Oils on Canvas

 Oil Painting on Canvas 

This is one of the most FAQ I have come by over the years.

Oil paint gets increasingly hard and brittle as it ages, so it prefers a rigid, stable support; hardboard, properly prepared, is by far the most permanent and cost effective option.  Flexible supports like cotton canvas moves, even when the painting is sitting on a wall; changes in temperature and humidity will cause the canvas to expand and contract.  Moreover, oil paint is acidic so if it is allowed to seep thru to the canvas, it will cause it to rot and fall apart.  

I still paint oils on canvas when the painting is larger than about 24x36".  Wood panels just get too heavy and cumbersome to manage when they are too large.  For example, with these two waterfall paintings, the first one is 36x24” on cradled hardboard panel, the other one is 72x36”, on canvas.

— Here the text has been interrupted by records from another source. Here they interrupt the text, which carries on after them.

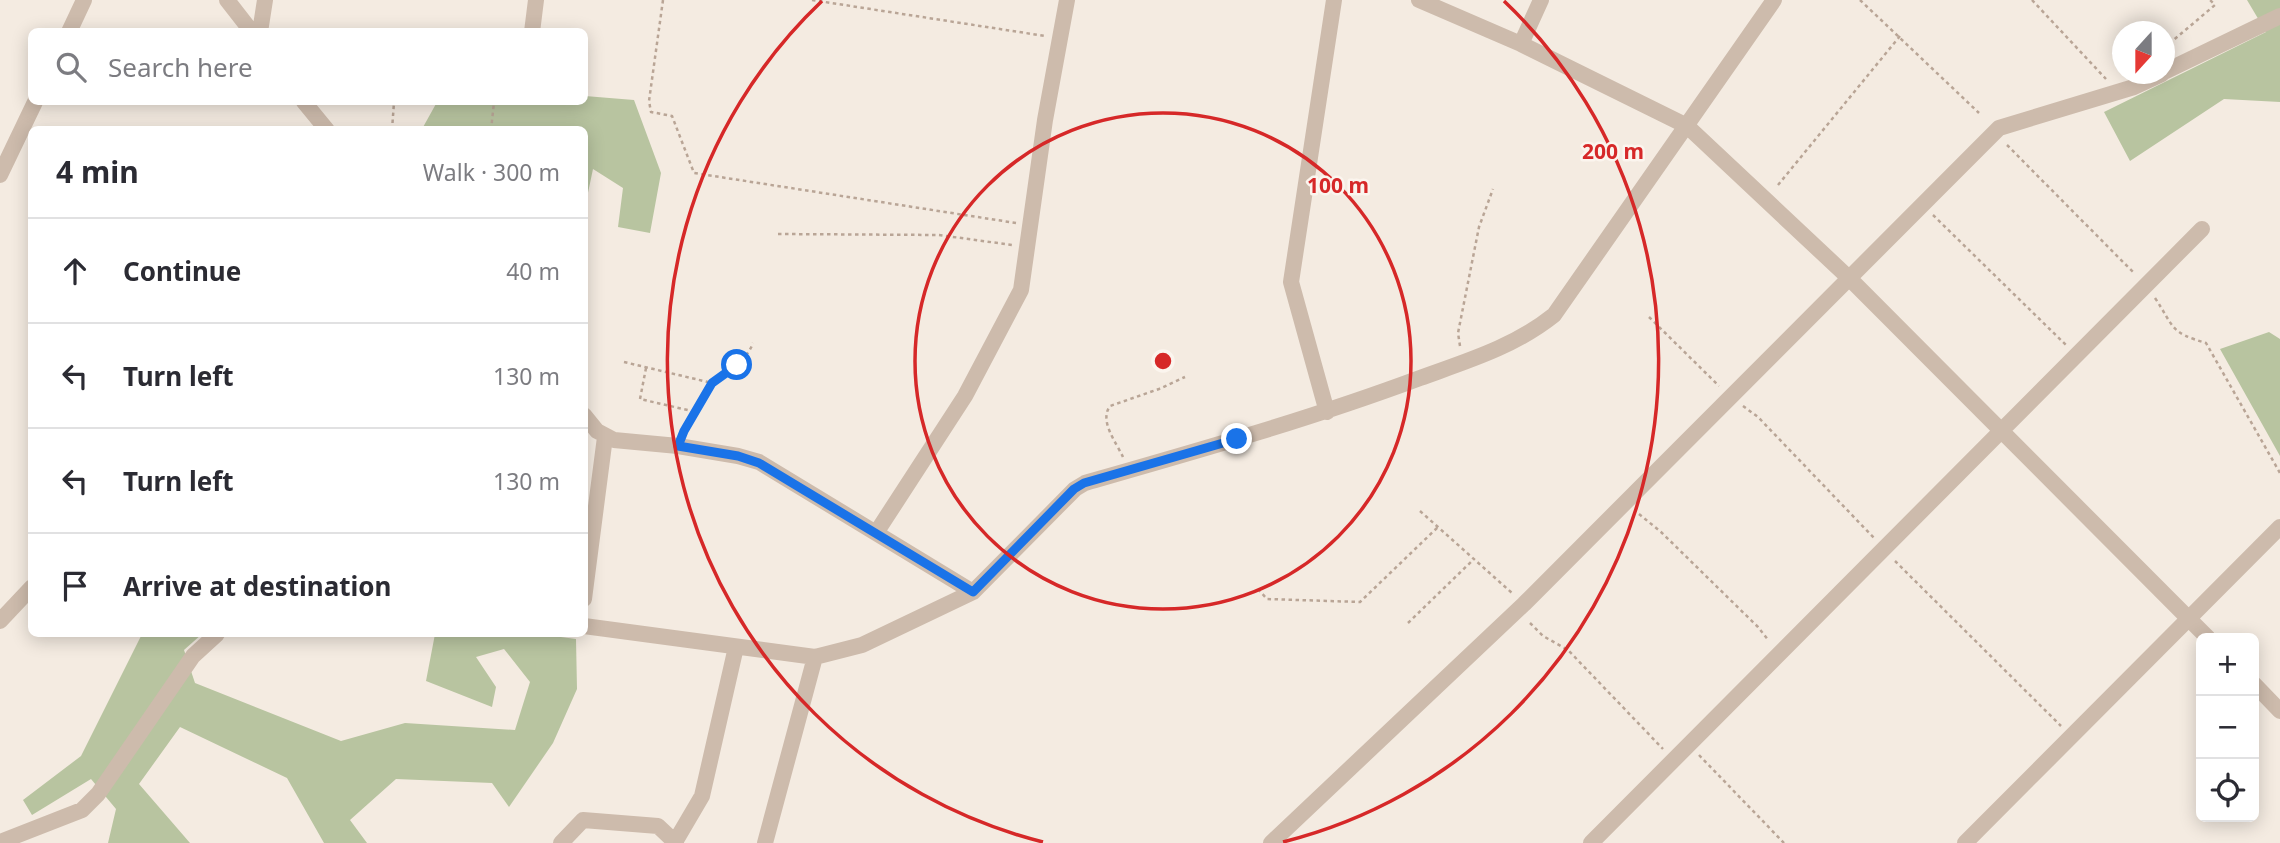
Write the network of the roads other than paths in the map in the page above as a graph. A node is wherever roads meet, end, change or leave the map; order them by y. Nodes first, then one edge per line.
1 (84, 0) edge
2 (227, 0) edge
3 (265, 0) edge
4 (536, 0) edge
5 (1068, 0) edge
6 (1334, 0) edge
7 (1419, 0) edge
8 (1541, 0) edge
9 (1774, 0) edge
10 (2280, 16) edge
11 (71, 28) edge
12 (248, 28) edge
13 (261, 28) edge
14 (532, 28) edge
15 (1521, 44) junction
16 (2175, 67) edge
17 (2137, 84) edge
18 (34, 105) edge
19 (1687, 126) junction
20 (0, 175) edge
21 (2202, 229) dead end
22 (1850, 279) junction
23 (1327, 412) junction
24 (588, 419) edge
25 (2002, 431) junction
26 (606, 437) junction
27 (2280, 527) edge
28 (876, 533) junction
29 (588, 570) edge
30 (28, 591) edge
31 (973, 592) junction
32 (2188, 618) junction
33 (0, 621) edge
34 (588, 627) edge
35 (2203, 633) edge
36 (214, 637) edge
37 (736, 647) junction
38 (815, 657) junction
39 (2259, 689) edge
40 (2280, 711) edge
41 (0, 842) edge
42 (561, 843) edge
43 (676, 843) edge
44 (765, 843) edge
45 (1271, 843) edge
46 (1591, 843) edge
47 (1965, 843) edge

1 - 11 street
2 - 12 street
3 - 13 street
4 - 14 street
5 - 28 street
6 - 23 street
7 - 15 street
8 - 15 street
9 - 19 street
10 - 16 street
15 - 19 street
17 - 22 street
18 - 20 street
19 - 22 street
19 - 23 street
21 - 25 street
22 - 25 street
22 - 45 street
23 - 31 street
24 - 26 street
25 - 32 street
25 - 46 street
26 - 28 street
26 - 29 street
27 - 32 street
28 - 31 street
30 - 33 street
31 - 38 street
32 - 35 street
32 - 47 street
34 - 37 street
36 - 41 street
37 - 38 street
37 - 43 street
38 - 44 street
39 - 40 street
42 - 43 street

Painting in oil on a flexible support is not the most permanent option but there are ways that you can prepare the canvas to achieve the best results possible.  

1.  Add a coat of Golden’s GAC 400 on the back. This is a fabric stiffener that will minimize the movement of the fabric. Also, the resin coating will prevent absorption of atmospheric moisture as temperatures fluctuate, which normally causes the fabric to flex and relax.

2.  Add a coat of Gloss Medium or Golden’s GAC 100 to the front, right over the gesso if it is already pre-primed. This will create a sizing effect so that the oil will not be able to seep thru to the fabric.

3.  Add extra layers of gesso on top of the GAC 100. I add about 20% Gloss Medium or GAC 100 to the first layer of gesso to give it more adhesive strength.